What to work on - Lines from the records below that contain the word "absolute" are to be copied out.

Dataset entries
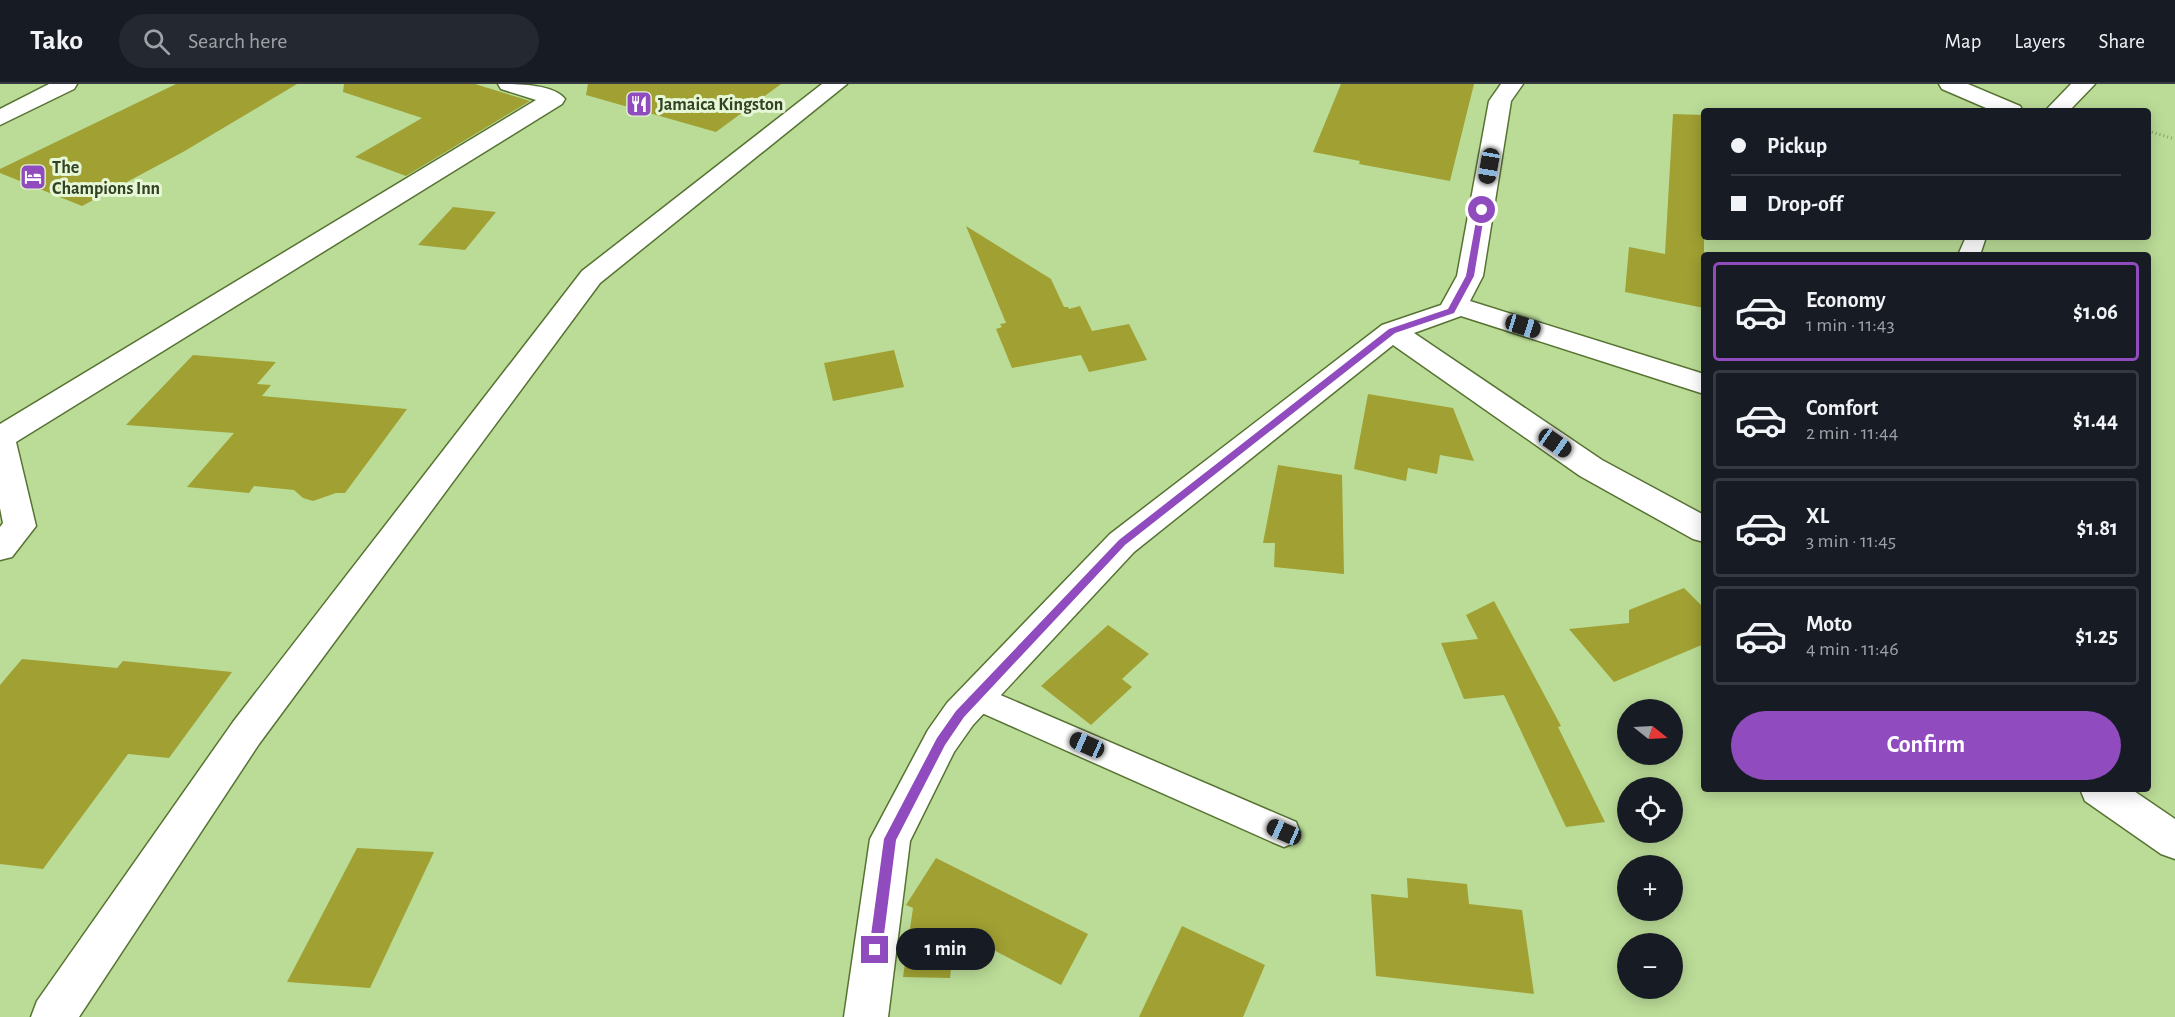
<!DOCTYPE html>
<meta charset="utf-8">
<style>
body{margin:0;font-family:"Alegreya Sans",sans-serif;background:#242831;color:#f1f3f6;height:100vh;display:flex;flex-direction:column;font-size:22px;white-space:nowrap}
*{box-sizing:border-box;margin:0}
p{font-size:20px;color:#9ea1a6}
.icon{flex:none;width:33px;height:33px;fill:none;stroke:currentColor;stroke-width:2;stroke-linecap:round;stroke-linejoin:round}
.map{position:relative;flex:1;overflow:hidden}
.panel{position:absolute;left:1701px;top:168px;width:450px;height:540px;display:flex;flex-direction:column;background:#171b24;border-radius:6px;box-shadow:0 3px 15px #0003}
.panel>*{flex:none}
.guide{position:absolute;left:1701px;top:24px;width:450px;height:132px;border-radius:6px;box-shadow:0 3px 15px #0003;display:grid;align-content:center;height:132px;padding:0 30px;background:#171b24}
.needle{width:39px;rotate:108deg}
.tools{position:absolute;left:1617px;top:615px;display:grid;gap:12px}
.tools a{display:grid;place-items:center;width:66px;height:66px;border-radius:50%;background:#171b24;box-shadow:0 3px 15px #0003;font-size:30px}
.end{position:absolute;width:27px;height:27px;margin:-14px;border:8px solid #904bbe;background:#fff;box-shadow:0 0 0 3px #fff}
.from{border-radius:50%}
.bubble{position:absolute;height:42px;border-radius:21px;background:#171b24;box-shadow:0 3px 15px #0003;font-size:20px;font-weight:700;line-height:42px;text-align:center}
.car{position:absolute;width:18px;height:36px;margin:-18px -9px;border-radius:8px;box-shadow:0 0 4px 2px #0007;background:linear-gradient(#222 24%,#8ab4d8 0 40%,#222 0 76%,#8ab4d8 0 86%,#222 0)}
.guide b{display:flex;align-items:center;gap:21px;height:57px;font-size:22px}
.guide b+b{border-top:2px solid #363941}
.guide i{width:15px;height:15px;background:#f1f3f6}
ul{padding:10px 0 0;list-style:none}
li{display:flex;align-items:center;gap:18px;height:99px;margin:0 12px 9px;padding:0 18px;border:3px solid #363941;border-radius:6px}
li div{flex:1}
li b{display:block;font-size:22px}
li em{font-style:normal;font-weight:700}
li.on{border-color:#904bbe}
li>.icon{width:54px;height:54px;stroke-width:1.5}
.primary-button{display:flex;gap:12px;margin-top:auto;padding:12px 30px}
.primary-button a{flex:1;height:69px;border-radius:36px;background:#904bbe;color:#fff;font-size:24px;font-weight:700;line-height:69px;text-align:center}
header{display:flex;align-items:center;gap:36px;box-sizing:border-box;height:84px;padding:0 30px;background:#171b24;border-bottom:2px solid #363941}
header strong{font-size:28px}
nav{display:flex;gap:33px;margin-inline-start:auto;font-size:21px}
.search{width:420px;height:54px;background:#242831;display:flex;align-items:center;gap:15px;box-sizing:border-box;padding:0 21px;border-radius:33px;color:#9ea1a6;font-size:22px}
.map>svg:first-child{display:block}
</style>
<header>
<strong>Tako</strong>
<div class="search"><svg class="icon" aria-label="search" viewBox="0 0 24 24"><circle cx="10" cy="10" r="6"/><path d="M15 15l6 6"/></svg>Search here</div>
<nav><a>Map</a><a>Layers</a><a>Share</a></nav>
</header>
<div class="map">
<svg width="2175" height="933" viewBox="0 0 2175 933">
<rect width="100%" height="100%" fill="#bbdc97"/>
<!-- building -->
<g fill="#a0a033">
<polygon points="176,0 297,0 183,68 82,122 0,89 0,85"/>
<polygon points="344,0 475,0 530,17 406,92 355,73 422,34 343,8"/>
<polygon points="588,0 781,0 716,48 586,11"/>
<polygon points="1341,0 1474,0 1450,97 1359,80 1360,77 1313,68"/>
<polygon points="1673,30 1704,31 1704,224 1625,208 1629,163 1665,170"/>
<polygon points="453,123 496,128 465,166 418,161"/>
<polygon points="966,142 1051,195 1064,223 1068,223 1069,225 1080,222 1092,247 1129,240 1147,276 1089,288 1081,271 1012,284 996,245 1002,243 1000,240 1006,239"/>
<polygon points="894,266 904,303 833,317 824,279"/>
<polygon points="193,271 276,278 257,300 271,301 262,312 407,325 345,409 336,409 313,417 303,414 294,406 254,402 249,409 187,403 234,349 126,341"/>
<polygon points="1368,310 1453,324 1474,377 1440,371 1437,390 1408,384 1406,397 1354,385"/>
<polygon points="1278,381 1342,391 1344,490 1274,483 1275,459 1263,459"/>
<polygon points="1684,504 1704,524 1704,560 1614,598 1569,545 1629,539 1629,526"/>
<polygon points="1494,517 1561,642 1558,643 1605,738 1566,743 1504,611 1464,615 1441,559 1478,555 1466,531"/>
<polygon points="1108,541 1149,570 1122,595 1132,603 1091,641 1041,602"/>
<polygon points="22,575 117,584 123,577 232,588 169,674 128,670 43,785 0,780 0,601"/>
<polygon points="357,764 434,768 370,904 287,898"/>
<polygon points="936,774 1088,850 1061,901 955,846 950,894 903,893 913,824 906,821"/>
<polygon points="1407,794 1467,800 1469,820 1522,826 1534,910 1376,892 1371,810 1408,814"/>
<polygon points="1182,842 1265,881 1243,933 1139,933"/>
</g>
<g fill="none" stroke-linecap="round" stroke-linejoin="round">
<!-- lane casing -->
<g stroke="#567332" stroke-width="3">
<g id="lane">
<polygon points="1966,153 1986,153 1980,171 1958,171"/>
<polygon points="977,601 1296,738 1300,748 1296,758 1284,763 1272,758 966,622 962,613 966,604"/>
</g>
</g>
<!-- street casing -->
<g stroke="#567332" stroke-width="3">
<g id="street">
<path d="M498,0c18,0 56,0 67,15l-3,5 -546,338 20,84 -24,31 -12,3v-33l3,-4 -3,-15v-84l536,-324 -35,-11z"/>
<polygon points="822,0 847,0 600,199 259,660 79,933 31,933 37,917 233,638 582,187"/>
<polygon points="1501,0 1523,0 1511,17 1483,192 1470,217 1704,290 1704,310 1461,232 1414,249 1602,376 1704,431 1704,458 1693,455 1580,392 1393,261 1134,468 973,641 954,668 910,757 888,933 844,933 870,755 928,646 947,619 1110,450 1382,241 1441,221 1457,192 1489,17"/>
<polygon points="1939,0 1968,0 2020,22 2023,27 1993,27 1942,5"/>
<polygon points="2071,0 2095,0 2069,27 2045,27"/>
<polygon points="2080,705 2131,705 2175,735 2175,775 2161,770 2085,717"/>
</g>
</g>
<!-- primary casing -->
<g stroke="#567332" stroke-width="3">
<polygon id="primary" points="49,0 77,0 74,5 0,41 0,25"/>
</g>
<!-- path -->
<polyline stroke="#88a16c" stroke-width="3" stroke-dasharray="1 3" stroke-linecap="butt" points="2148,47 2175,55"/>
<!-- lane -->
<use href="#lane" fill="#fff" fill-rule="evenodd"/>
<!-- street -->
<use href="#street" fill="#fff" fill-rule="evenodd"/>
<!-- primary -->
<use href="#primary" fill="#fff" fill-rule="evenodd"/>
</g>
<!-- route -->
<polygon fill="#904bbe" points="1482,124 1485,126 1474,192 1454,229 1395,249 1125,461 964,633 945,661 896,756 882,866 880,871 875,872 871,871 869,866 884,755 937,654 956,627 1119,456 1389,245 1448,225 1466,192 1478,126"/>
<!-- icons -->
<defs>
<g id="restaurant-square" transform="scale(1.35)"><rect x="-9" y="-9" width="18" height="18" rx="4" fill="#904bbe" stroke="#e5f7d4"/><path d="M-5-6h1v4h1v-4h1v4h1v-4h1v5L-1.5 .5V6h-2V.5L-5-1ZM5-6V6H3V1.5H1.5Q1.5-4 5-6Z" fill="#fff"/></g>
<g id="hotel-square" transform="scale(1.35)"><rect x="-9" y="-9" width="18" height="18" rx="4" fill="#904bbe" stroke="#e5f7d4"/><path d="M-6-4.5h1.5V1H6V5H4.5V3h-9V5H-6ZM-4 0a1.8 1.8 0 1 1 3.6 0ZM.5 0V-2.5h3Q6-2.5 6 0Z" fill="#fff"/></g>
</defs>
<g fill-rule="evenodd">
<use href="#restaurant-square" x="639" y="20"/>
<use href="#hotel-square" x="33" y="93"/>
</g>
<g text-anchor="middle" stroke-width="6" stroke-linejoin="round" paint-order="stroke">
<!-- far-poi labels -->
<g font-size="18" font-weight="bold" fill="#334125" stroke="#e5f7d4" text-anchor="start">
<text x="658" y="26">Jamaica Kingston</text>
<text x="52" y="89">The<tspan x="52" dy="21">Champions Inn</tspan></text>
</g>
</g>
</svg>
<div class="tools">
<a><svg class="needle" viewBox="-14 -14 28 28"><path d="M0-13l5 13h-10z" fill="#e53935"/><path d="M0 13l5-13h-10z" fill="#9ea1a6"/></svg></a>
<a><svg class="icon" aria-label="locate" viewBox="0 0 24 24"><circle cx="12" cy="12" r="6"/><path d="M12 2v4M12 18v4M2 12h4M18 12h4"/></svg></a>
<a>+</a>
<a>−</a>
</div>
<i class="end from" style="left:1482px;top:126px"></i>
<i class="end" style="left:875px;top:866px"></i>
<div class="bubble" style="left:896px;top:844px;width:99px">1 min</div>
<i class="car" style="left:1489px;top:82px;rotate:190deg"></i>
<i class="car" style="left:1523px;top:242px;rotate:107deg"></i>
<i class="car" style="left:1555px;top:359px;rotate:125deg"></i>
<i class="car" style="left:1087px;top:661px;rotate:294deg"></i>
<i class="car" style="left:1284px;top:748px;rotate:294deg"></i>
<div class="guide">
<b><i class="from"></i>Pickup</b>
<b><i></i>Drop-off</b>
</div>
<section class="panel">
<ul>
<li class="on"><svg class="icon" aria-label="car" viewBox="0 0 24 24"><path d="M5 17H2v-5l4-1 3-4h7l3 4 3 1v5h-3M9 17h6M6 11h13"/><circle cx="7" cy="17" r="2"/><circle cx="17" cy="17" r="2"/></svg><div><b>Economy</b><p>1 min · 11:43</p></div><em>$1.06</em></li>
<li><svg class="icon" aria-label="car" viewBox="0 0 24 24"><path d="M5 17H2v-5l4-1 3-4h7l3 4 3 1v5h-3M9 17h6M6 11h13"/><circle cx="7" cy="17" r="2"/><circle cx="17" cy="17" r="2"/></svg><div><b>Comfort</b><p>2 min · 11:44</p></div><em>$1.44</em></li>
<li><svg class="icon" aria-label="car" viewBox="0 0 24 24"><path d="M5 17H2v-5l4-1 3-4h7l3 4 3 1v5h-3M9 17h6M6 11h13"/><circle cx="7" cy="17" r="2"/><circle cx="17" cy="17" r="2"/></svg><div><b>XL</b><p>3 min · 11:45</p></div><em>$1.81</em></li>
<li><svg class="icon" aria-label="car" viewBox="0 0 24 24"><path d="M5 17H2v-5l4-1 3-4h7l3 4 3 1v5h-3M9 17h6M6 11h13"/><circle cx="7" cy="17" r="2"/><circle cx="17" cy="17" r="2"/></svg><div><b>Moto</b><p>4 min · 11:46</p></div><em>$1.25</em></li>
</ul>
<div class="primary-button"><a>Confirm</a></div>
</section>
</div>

Solved problem -
.panel{position:absolute;left:1701px;top:168px;width:450px;height:540px;display:flex;flex-direction:column;background:#171b24;border-radius:6px;box-shadow:0 3px 15px #0003}
.guide{position:absolute;left:1701px;top:24px;width:450px;height:132px;border-radius:6px;box-shadow:0 3px 15px #0003;display:grid;align-content:center;height:132px;padding:0 30px;background:#171b24}
.tools{position:absolute;left:1617px;top:615px;display:grid;gap:12px}
.end{position:absolute;width:27px;height:27px;margin:-14px;border:8px solid #904bbe;background:#fff;box-shadow:0 0 0 3px #fff}
.bubble{position:absolute;height:42px;border-radius:21px;background:#171b24;box-shadow:0 3px 15px #0003;font-size:20px;font-weight:700;line-height:42px;text-align:center}
.car{position:absolute;width:18px;height:36px;margin:-18px -9px;border-radius:8px;box-shadow:0 0 4px 2px #0007;background:linear-gradient(#222 24%,#8ab4d8 0 40%,#222 0 76%,#8ab4d8 0 86%,#222 0)}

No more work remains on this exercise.